My JavaScript book is out! Don't miss the opportunity to upgrade your beginner or average dev skills.

Monday, December 12, 2011

Create a JS builder with node.js

A very good and common practice with JS projects bigger than 100 lines of code is to split code in different files.
Benefits are clear:
  • smaller pieces of code to maintain
  • swappable portions for experiments and/or improvements or new features, as example including for a build magic2.js and get it, rather than change drastically magic.js and follow the repository logs
  • better organization of the code, and I'll come back on this in this post
  • possibility to distribute bigger closures, as example the jQuery approach
  • create ad hoc builds including or excluding portion of the library, specially suitable for specific version of the code that must be compatible with IE only


Solutions All Over The Place

There are really tons of solutions able to make the described build process easy to use and easy to go. As example, I have created my own one and I am using it with basically every project I am working with: the JavaScript Builder.
However, this builder requires a couple of extra technologies such Python and Java ... but aren't we using simply JavaScript?
So why not an easy to create guide on how to build your code via JS only?
This is what this post is about, and I hope you'll find useful.

How To Structure Your Project

If all files are in the same directory is not easy to find the right file immediately since these could be many. A good solution I came up with is folder related structure with both namespaces and private keywords paths.
Here an example on how I would structure this library ( and please ignore the library itself )

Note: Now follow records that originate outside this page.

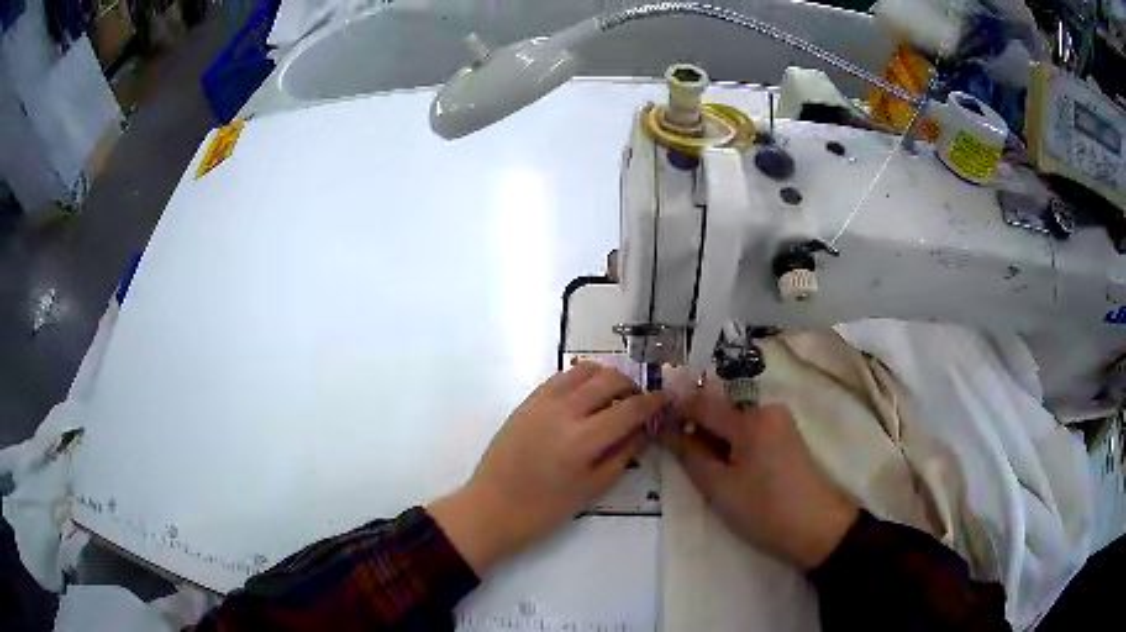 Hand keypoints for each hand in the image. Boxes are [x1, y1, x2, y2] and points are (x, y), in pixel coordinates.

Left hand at [428, 362, 665, 574]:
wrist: (491, 507)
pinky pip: (560, 377)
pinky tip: (585, 396)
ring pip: (585, 370)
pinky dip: (581, 378)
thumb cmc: (544, 509)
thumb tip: (644, 431)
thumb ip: (622, 456)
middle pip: (610, 379)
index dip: (653, 402)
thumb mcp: (591, 490)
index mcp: (583, 440)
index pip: (630, 409)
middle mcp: (564, 411)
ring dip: (607, 377)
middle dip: (633, 386)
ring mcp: (542, 402)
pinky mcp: (527, 401)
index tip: (666, 399)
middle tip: (639, 402)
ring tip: (614, 397)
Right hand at [665, 381, 857, 570]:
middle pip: (720, 410)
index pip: (702, 404)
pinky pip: (750, 431)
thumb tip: (665, 429)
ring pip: (735, 422)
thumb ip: (690, 454)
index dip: (674, 410)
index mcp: (750, 419)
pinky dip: (733, 444)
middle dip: (696, 427)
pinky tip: (727, 467)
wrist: (817, 528)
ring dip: (714, 437)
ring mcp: (780, 421)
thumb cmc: (764, 510)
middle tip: (676, 453)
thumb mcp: (719, 487)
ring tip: (702, 467)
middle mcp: (766, 409)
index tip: (651, 422)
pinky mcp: (787, 436)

var myLib = (function (global, undefined) {"use strict";

// private scope function
function query(selector) {
return document.querySelectorAll(selector);
}

function Wrapper(nodeList) {
this.length = nodeList.length;
this._list = nodeList;
}

// a prototype method of the Wrapper "class"
Wrapper.prototype.item = function item(i) {
return this._list[i];
};

// public static query method
query.asWrapper = function (selector) {
return new Wrapper(query(selector));
};

var // private scope variables
document = global.document,
slice = [].slice
;

// the actual object/namespace
return {
query: query,
internals: {
Wrapper: Wrapper
}
};

}(this));

The code should be easy enough to understand. The object used as namespace for myLib has a couple of methods, few private variables and functions and something exposed through the internals namespace.
It does not matter what the library does or how good/badly is structured, what matters is that our folder structure should be smart enough to be able to scale with any sort of allowed JS pattern ... OK?

The Folder

Well, to start with, let's say our source code should be inside an src folder so we can add other folders for tests or builds beside in the same hierarchy.

dist
src
tests
builder.js

We'll see the builder.js later, in the meanwhile, let's have a look into the src folder:

dist
src
intro.js
outro.js
var.js
function
Wrapper.js
query.js
Wrapper
prototype
item.js
query
asWrapper.js
tests
builder.js

The distinction will be much cleaner once you read above list through your editor or even your shell ... query and files are well distributed but bear in mind this is only the first example.
Let's see what we are going to write into each file ?

src/intro.js

var myLib = (function (global, undefined) {"use strict";


src/function/query.js

// private scope function
function query(selector) {
return document.querySelectorAll(selector);
}


src/function/Wrapper.js

function Wrapper(nodeList) {
this.length = nodeList.length;
this._list = nodeList;
}


src/function/Wrapper/prototype/item.js

// a prototype method of the Wrapper "class"
Wrapper.prototype.item = function item(i) {
return this._list[i];
};


src/function/query/asWrapper.js

// public static query method
query.asWrapper = function (selector) {
return new Wrapper(query(selector));
};


src/var.js

var // private scope variables
document = global.document,
slice = [].slice
;


src/outro.js

// the actual object/namespace
return {
query: query,
internals: {
Wrapper: Wrapper
}
};

}(this));

Got it?

Structure Rules

  • every part of the scope can be distributed
  • each file can or cannot be compatible as stand alone with a parser because to test the library we need to build it first ( eventually with automations )
  • function declarations should be included in a dedicated folder called function accordingly with the nested level
  • var declaration per scope could be included in a folder var accordingly with the nested level. Do not create a var folder per each function where you define variables 'cause if you need it it means the function is too complex. Split it in sub task and do not define 100 variables per a single function: closures are the only exception.
  • nested closure must be named in order to be able to define nested closure structure following previous rules. Every minifier will be able to remove function expression names, included named closures, while not every developer would like to deeply understand the whole code to recognize why the nested closure was useful. A classic example is the inclusion inside our own closure of an external library that uses its own closure. in this case name that closure so you know were to look for the library inside your folder structure.
  • function prototypes should be placed inside a prototype folder, inside the function folder.
    We don't need to reassign an object when we want to pollute the function prototype so please stop this awkward common practice ASAP: MyFunction.prototype = { /* THIS IS WRONG */ } and use the already available prototype object defined by default in every ECMAScript standard and per each function declaration or expression.
    If your argument is that the code will be bigger, use the outer scoped variables definition to address the prototype once and reuse this reference within the prototype folder. This approach will make your life easier once you get use to work with structured and distributed JavaScript files.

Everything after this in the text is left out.